Victoria’s peak social advocacy body VCOSS has cautiously welcomed changes to the state’s taxi and ridesharing system.
The Victorian Government will deregulate the sector and buyback some traditional taxi licences, paving the way for new services like Uber to begin formal operations.
As part of today’s announcement, the Government committed to establishing a $25 million Disability Accessibility Fund to better support the delivery of accessible transport services for people with disability.
A Commissioner for Disability Services will also be appointed within Taxi Services Commission, and there’ll be a departmental review of how people with disability access and pay for individual transport services.
“These are positive measures to assist people with disability to access car services,” Victorian Council of Social Service CEO Emma King said.

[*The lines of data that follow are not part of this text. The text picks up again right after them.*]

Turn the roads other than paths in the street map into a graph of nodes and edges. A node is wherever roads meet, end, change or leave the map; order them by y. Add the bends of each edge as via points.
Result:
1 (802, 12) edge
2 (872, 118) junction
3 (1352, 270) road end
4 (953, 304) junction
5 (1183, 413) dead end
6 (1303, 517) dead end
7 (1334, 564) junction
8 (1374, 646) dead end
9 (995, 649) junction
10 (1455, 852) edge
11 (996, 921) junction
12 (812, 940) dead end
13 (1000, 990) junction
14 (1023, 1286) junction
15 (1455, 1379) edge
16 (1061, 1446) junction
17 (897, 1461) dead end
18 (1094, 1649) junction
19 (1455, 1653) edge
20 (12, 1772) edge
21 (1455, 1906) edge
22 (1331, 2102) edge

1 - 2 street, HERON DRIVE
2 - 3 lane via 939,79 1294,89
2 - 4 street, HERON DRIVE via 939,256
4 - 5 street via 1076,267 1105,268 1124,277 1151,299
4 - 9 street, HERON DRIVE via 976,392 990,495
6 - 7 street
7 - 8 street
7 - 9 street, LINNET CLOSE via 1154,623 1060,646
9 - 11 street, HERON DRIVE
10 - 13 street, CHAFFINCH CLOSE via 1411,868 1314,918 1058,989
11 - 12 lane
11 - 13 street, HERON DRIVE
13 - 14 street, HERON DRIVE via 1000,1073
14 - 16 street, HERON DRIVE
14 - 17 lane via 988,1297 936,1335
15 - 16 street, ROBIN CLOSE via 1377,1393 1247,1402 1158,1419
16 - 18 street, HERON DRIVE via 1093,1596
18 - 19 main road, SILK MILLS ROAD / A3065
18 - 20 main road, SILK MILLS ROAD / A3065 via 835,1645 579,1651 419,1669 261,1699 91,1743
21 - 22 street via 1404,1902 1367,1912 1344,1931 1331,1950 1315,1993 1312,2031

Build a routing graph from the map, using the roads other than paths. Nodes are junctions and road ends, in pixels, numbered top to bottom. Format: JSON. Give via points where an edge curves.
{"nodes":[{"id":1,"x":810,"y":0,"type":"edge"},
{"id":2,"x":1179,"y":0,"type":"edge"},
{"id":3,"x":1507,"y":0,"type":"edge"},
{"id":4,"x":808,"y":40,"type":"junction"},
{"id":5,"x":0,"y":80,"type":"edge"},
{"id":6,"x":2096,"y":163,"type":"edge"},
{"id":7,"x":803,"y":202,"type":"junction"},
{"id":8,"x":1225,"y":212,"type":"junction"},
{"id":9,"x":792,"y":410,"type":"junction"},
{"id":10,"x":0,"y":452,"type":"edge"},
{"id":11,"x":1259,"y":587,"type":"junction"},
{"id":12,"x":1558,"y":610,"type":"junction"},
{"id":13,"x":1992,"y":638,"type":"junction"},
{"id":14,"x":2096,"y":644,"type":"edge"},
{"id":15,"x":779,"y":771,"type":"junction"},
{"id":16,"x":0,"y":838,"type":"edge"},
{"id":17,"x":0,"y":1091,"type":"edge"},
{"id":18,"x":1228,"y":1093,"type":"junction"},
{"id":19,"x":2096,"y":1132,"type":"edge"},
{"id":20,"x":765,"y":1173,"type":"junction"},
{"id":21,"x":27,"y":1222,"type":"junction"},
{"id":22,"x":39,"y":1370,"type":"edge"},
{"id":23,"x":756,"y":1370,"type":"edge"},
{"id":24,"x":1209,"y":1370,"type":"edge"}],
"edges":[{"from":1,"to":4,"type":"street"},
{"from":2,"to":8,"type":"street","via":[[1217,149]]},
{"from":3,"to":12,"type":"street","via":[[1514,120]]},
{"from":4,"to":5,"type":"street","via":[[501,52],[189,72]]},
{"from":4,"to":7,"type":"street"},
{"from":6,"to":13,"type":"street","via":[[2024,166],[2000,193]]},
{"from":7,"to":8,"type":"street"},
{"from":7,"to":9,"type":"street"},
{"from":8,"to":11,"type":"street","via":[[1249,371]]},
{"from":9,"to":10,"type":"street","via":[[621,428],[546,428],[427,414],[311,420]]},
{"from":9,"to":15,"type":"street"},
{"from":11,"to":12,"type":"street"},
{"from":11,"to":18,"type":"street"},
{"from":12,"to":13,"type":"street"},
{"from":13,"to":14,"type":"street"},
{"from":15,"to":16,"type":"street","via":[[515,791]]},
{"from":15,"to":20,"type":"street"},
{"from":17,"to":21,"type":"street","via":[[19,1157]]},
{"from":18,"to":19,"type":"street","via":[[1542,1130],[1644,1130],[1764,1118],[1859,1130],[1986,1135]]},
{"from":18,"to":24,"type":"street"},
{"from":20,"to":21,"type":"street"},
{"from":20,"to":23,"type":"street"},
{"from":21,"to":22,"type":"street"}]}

“But there’s a lot of detail yet to be worked out.”
Specifically Ms King said the government must ensure people who use wheelchairs (which currently aren’t supported by ridesharing) don’t become ‘captive users’ to the taxi system—starved of choice and competition—but instead receive the same level of service as the rest of the community, and that every person with disability is treated with respect.
“The government has indicated that it intends to undertake further work to ensure the needs of people with disability are met.”
“VCOSS believes it is critical the government works directly with disability advocacy organisations and people with first-hand experience of disability as they reshape the hire car sector to ensure a safe, accessible and affordable service.”